[Dataset content Boundary: Start]

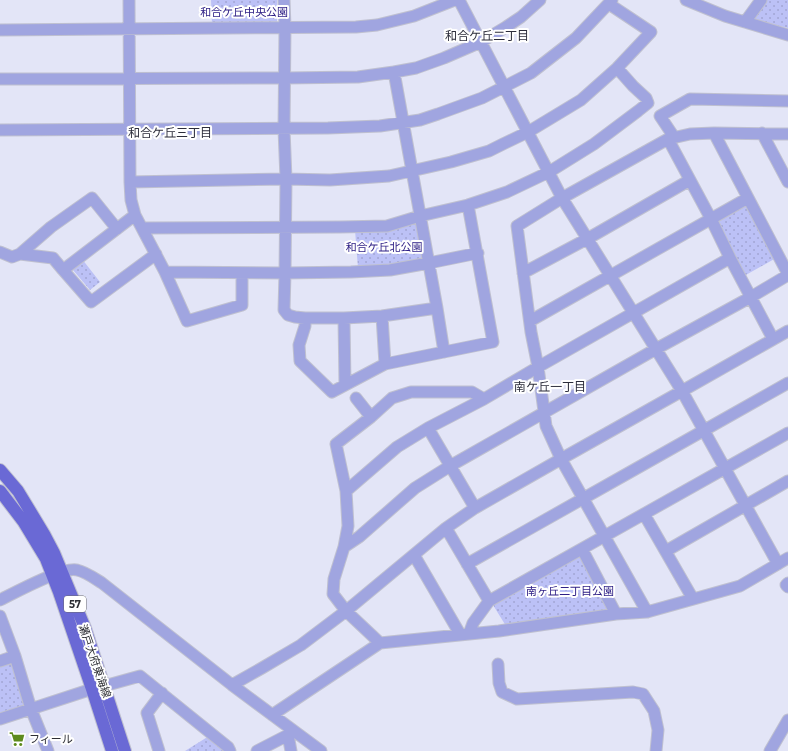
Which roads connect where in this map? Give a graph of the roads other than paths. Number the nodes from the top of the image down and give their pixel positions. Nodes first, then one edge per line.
1 (129, 0) edge
2 (284, 0) edge
3 (455, 0) edge
4 (459, 0) edge
5 (540, 0) edge
6 (686, 0) edge
7 (761, 0) edge
8 (611, 2) edge
9 (706, 4) edge
10 (745, 22) junction
11 (285, 27) junction
12 (128, 28) junction
13 (0, 30) edge
14 (788, 35) edge
15 (481, 42) junction
16 (617, 68) junction
17 (394, 72) junction
18 (129, 78) junction
19 (284, 78) junction
20 (0, 79) edge
21 (504, 87) junction
22 (788, 101) edge
23 (404, 122) junction
24 (284, 129) junction
25 (0, 130) edge
26 (130, 130) junction
27 (528, 132) junction
28 (714, 133) junction
29 (762, 133) junction
30 (788, 134) edge
31 (671, 138) junction
32 (412, 171) junction
33 (549, 172) junction
34 (286, 179) junction
35 (690, 180) junction
36 (130, 182) junction
37 (788, 182) edge
38 (562, 198) junction
39 (748, 198) junction
40 (468, 205) junction
41 (136, 215) junction
42 (420, 216) junction
43 (711, 219) junction
44 (285, 227) junction
45 (143, 228) junction
46 (117, 229) junction
47 (587, 239) junction
48 (0, 252) edge
49 (478, 253) junction
50 (20, 254) junction
51 (156, 254) junction
52 (730, 258) junction
53 (429, 263) junction
54 (63, 270) junction
55 (165, 272) junction
56 (242, 273) junction
57 (285, 273) junction
58 (523, 273) junction
59 (610, 275) junction
60 (788, 275) edge
61 (751, 296) junction
62 (437, 308) junction
63 (634, 312) junction
64 (382, 316) junction
65 (305, 318) junction
66 (344, 318) junction
67 (530, 320) junction
68 (788, 331) edge
69 (773, 339) junction
70 (656, 349) junction
71 (444, 352) junction
72 (385, 364) junction
73 (538, 367) junction
74 (788, 383) edge
75 (345, 385) junction
76 (682, 391) junction
77 (356, 398) dead end
78 (484, 399) junction
79 (544, 413) junction
80 (371, 417) junction
81 (428, 428) junction
82 (704, 430) junction
83 (788, 433) edge
84 (561, 459) junction
85 (450, 466) junction
86 (725, 469) junction
87 (0, 470) edge
88 (788, 481) edge
89 (0, 491) edge
90 (346, 491) junction
91 (584, 499) junction
92 (745, 505) junction
93 (474, 508) junction
94 (644, 514) junction
95 (446, 528) junction
96 (604, 536) junction
97 (344, 547) junction
98 (582, 549) junction
99 (666, 551) junction
100 (414, 555) junction
101 (783, 561) edge
102 (467, 564) junction
103 (58, 574) junction
104 (788, 583) edge
105 (788, 587) edge
106 (693, 599) junction
107 (0, 600) edge
108 (489, 601) junction
109 (346, 611) junction
110 (647, 612) junction
111 (616, 614) junction
112 (0, 616) edge
113 (464, 634) junction
114 (380, 643) junction
115 (15, 656) junction
116 (0, 661) edge
117 (498, 664) dead end
118 (232, 685) junction
119 (104, 686) junction
120 (92, 689) junction
121 (162, 693) junction
122 (31, 709) junction
123 (272, 715) junction
124 (0, 719) edge
125 (788, 720) edge
126 (291, 733) junction
127 (48, 751) edge
128 (112, 751) edge
129 (125, 751) edge
130 (159, 751) edge
131 (230, 751) edge
132 (257, 751) edge
133 (291, 751) edge
134 (321, 751) edge
135 (656, 751) edge
136 (770, 751) edge

1 - 12 street
2 - 11 street
3 - 11 street
4 - 15 street
5 - 15 street
6 - 9 street
7 - 10 street
8 - 16 street
8 - 21 street
9 - 10 street
10 - 14 street
11 - 12 street
11 - 19 street
12 - 13 street
12 - 18 street
15 - 17 street
15 - 21 street
16 - 27 street
16 - 33 street
17 - 19 street
17 - 23 street
18 - 19 street
18 - 20 street
18 - 26 street
19 - 24 street
21 - 23 street
21 - 27 street
22 - 31 street
23 - 24 street
23 - 32 street
24 - 26 street
24 - 34 street
25 - 26 street
26 - 36 street
27 - 32 street
27 - 33 street
28 - 29 street
28 - 31 street
28 - 39 street
29 - 30 street
29 - 37 street
31 - 35 street
31 - 38 street
32 - 34 street
32 - 42 street
33 - 38 street
33 - 40 street
34 - 36 street
34 - 44 street
35 - 43 street
35 - 47 street
36 - 41 street
38 - 47 street
38 - 58 street
39 - 43 street
39 - 60 street
40 - 42 street
40 - 49 street
41 - 45 street
41 - 46 street
42 - 44 street
42 - 53 street
43 - 52 street
43 - 59 street
44 - 45 street
44 - 57 street
45 - 51 street
46 - 50 street
46 - 54 street
47 - 58 street
47 - 59 street
48 - 50 street
49 - 53 street
49 - 71 street
50 - 54 street
51 - 54 street
51 - 55 street
52 - 61 street
52 - 63 street
53 - 57 street
53 - 62 street
55 - 56 street
55 - 56 street
56 - 57 street
57 - 65 street
58 - 67 street
59 - 63 street
59 - 67 street
60 - 61 street
61 - 69 street
61 - 70 street
62 - 64 street
62 - 71 street
63 - 70 street
63 - 73 street
64 - 66 street
64 - 72 street
65 - 66 street
65 - 75 street
66 - 75 street
67 - 73 street
68 - 69 street
69 - 76 street
70 - 76 street
70 - 79 street
71 - 72 street
72 - 75 street
73 - 78 street
73 - 79 street
74 - 82 street
76 - 82 street
76 - 84 street
77 - 80 street
78 - 80 street
78 - 81 street
79 - 84 street
79 - 85 street
80 - 90 street
81 - 85 street
81 - 90 street
82 - 86 street
82 - 91 street
83 - 86 street
84 - 91 street
84 - 93 street
85 - 93 street
85 - 97 street
86 - 92 street
86 - 94 street
87 - 103 main road, 瀬戸大府東海線 / 57
88 - 92 street
89 - 103 main road, 瀬戸大府東海線 / 57
90 - 97 street
91 - 96 street
91 - 102 street
92 - 99 street
92 - 101 street
93 - 95 street
94 - 96 street
94 - 99 street
95 - 100 street
95 - 102 street
96 - 98 street
96 - 110 street
97 - 109 street
98 - 108 street
98 - 111 street
99 - 106 street
100 - 109 street
100 - 113 street
101 - 106 street
102 - 108 street
103 - 107 street
103 - 118 street
103 - 119 main road, 瀬戸大府東海線 / 57
103 - 120 main road, 瀬戸大府東海線 / 57
104 - 105 street
106 - 110 street
108 - 113 street
109 - 114 street
109 - 118 street
110 - 111 street
111 - 113 street
112 - 115 street
113 - 114 street
114 - 123 street
115 - 116 street
115 - 122 street
117 - 135 street
118 - 123 street
119 - 121 street
119 - 129 main road, 瀬戸大府東海線 / 57
120 - 122 street
120 - 128 main road, 瀬戸大府東海線 / 57
121 - 130 street
121 - 131 street
122 - 124 street
122 - 127 street
123 - 126 street
125 - 136 street
126 - 132 street
126 - 133 street
126 - 134 street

[Dataset content Boundary: End]

## Task instructions
Lines that include the word "dead" are to be extracted from the data above.

## Answer below
77 (356, 398) dead end
117 (498, 664) dead end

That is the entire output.